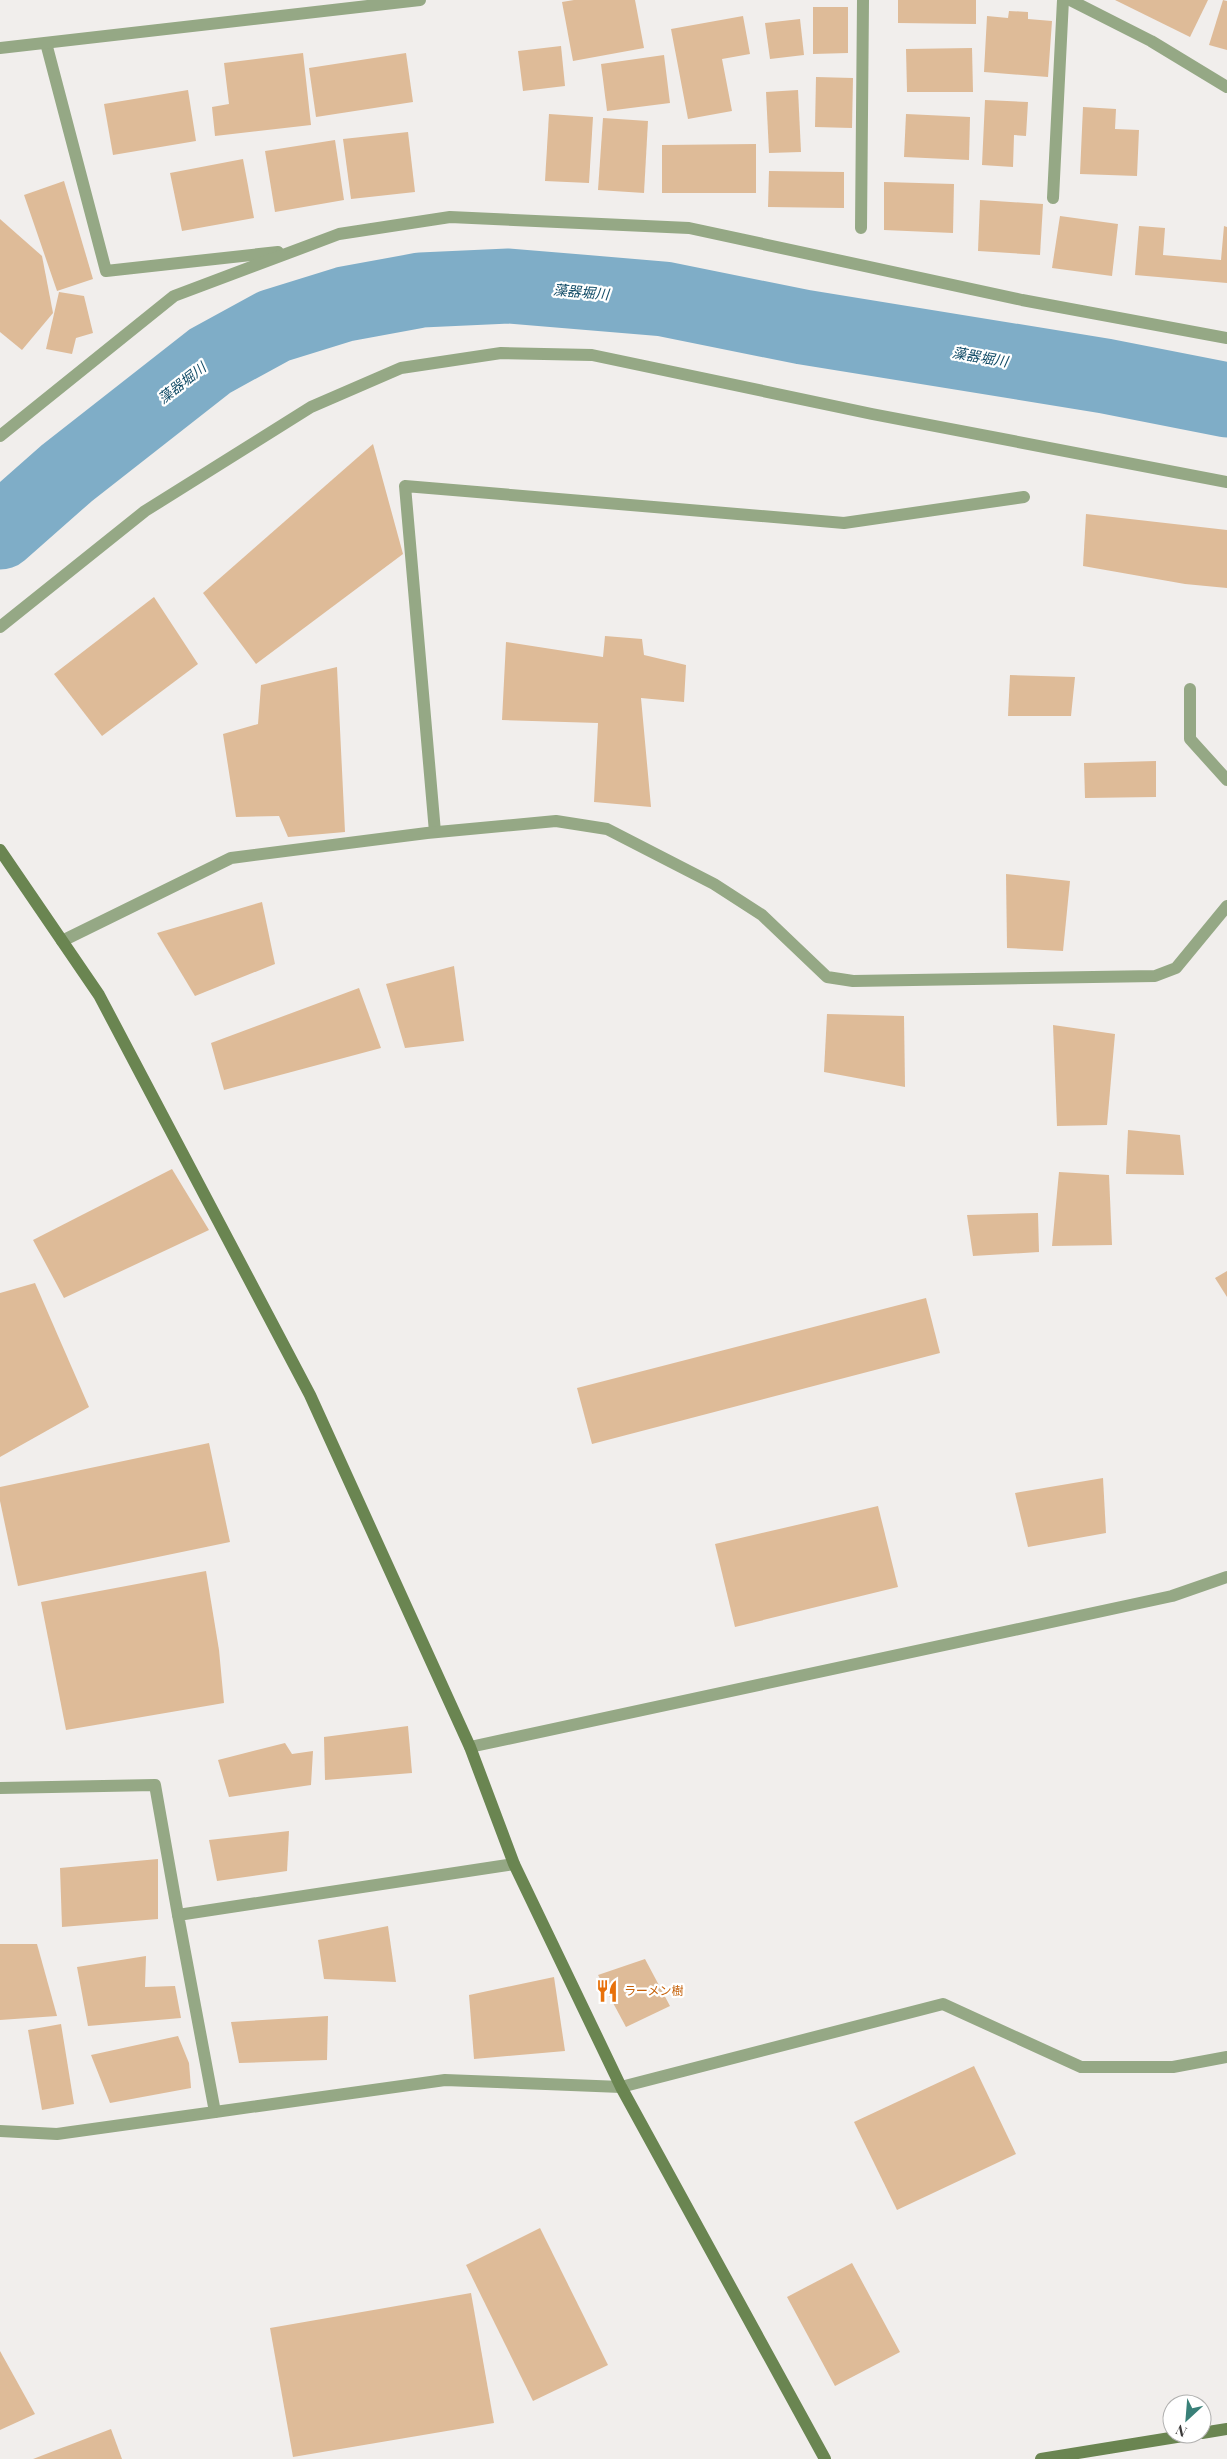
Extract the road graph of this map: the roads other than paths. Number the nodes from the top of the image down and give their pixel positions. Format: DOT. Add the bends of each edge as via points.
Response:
graph roads {
  1 [pos="420,0"];
  2 [pos="863,0"];
  3 [pos="1063,0"];
  4 [pos="1070,0"];
  5 [pos="46,43"];
  6 [pos="0,48"];
  7 [pos="1227,86"];
  8 [pos="1053,198"];
  9 [pos="861,228"];
  10 [pos="298,250"];
  11 [pos="1227,338"];
  12 [pos="0,436"];
  13 [pos="1227,482"];
  14 [pos="1024,497"];
  15 [pos="0,627"];
  16 [pos="1190,689"];
  17 [pos="1227,780"];
  18 [pos="435,832"];
  19 [pos="0,850"];
  20 [pos="1227,906"];
  21 [pos="62,941"];
  22 [pos="1227,1577"];
  23 [pos="470,1747"];
  24 [pos="0,1788"];
  25 [pos="514,1864"];
  26 [pos="178,1915"];
  27 [pos="1227,2057"];
  28 [pos="621,2087"];
  29 [pos="215,2112"];
  30 [pos="0,2131"];
  31 [pos="1227,2429"];
  32 [pos="1212,2431"];
  33 [pos="1162,2439"];
  34 [pos="825,2459"];
  35 [pos="1041,2459"];
  1 -- 5 [label="street"];
  2 -- 9 [label="street"];
  3 -- 8 [label="street"];
  4 -- 7 [label="street" via="1151,41"];
  5 -- 6 [label="street"];
  5 -- 10 [label="street" via="106,271"];
  10 -- 11 [label="street" via="339,234 450,217 689,228 1022,300"];
  10 -- 12 [label="street" via="174,296"];
  13 -- 15 [label="street" via="872,414 592,355 501,353 401,368 311,407 145,511"];
  14 -- 18 [label="street" via="844,523 406,486"];
  16 -- 17 [label="street" via="1190,739"];
  18 -- 20 [label="street" via="556,821 607,829 714,884 762,915 827,977 854,981 1155,976 1176,968"];
  18 -- 21 [label="street" via="231,858"];
  19 -- 21 [label="street"];
  21 -- 23 [label="street" via="99,996 310,1394"];
  22 -- 23 [label="street" via="1172,1596"];
  23 -- 25 [label="street"];
  24 -- 26 [label="street" via="155,1786"];
  25 -- 26 [label="street"];
  25 -- 28 [label="street"];
  26 -- 29 [label="street"];
  27 -- 28 [label="street" via="1173,2067 1081,2066 943,2004"];
  28 -- 29 [label="street" via="445,2080"];
  28 -- 34 [label="street"];
  29 -- 30 [label="street" via="57,2134"];
  31 -- 32 [label="street"];
  33 -- 35 [label="street"];
}
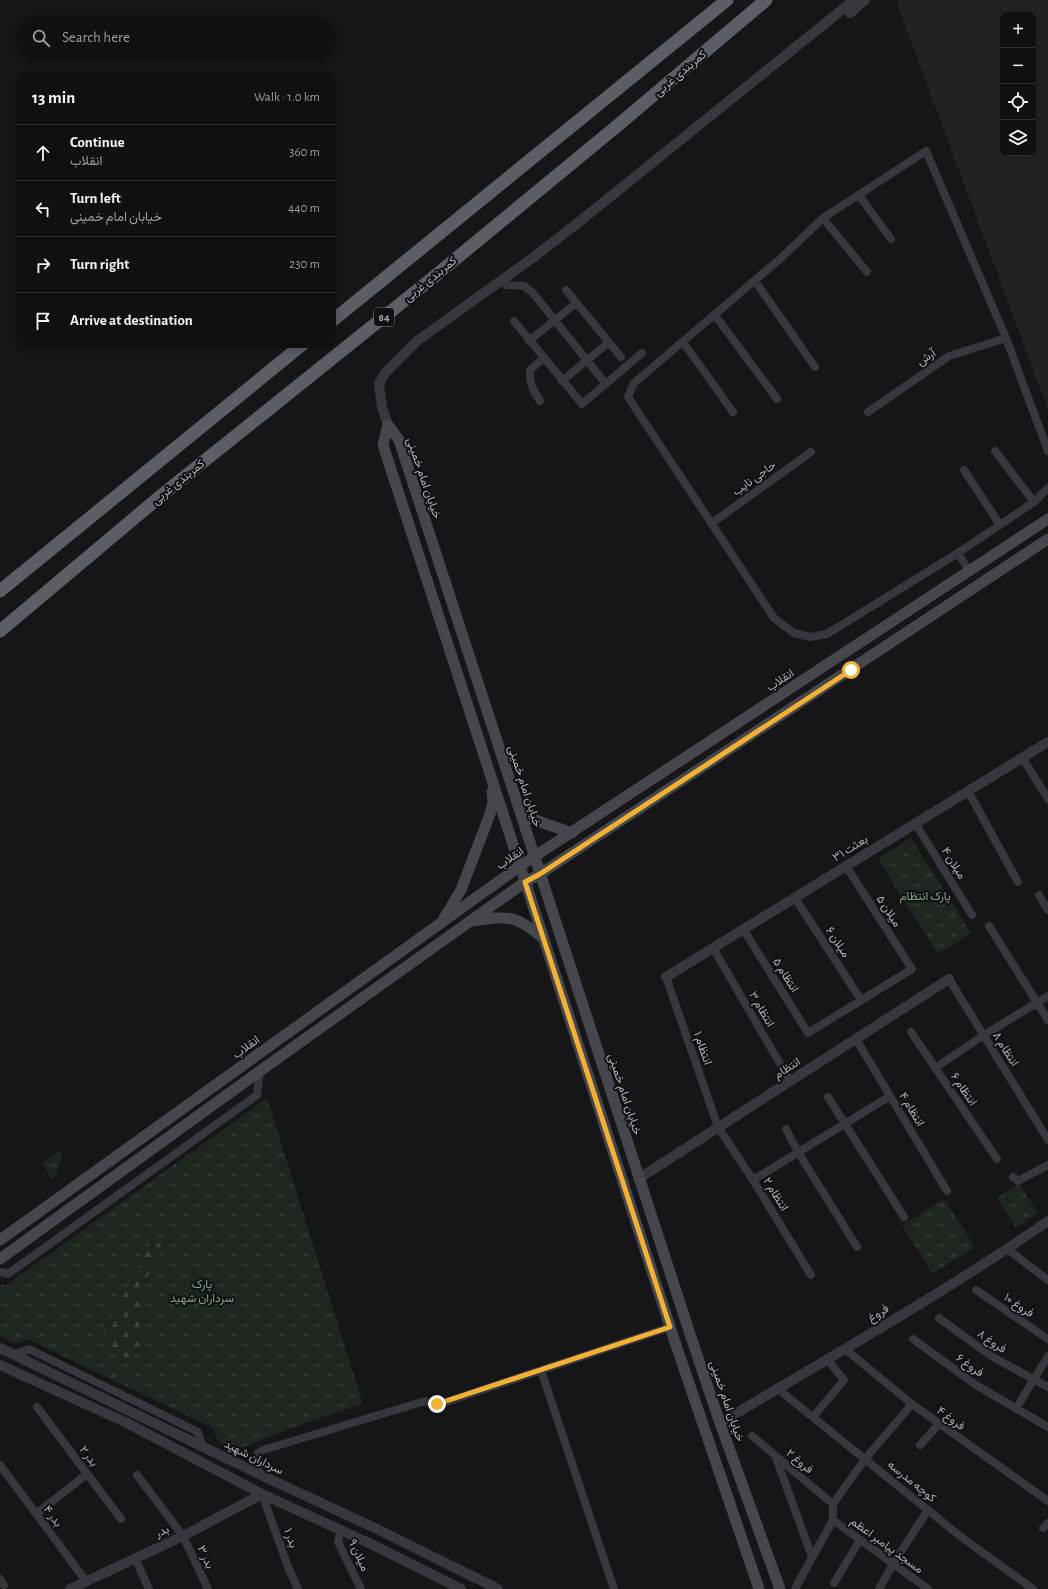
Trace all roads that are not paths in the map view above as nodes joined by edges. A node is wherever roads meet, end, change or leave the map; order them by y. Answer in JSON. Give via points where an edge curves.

------------------------------------------------

## ABOUT THIS EXERCISE
For every line in the listing above that contains "nodes", copy that line.

## EXERCISE OUTPUT
Extract the road graph of this map: the roads other than paths. Number the nodes from the top of the image down and give their pixel positions. Format: DOT. Add the bends of each edge as via points.
Trace all roads that are not paths in the map view above as nodes joined by edges. A node is wherever roads meet, end, change or leave the map; order them by y. Answer in JSON. Give via points where an edge curves.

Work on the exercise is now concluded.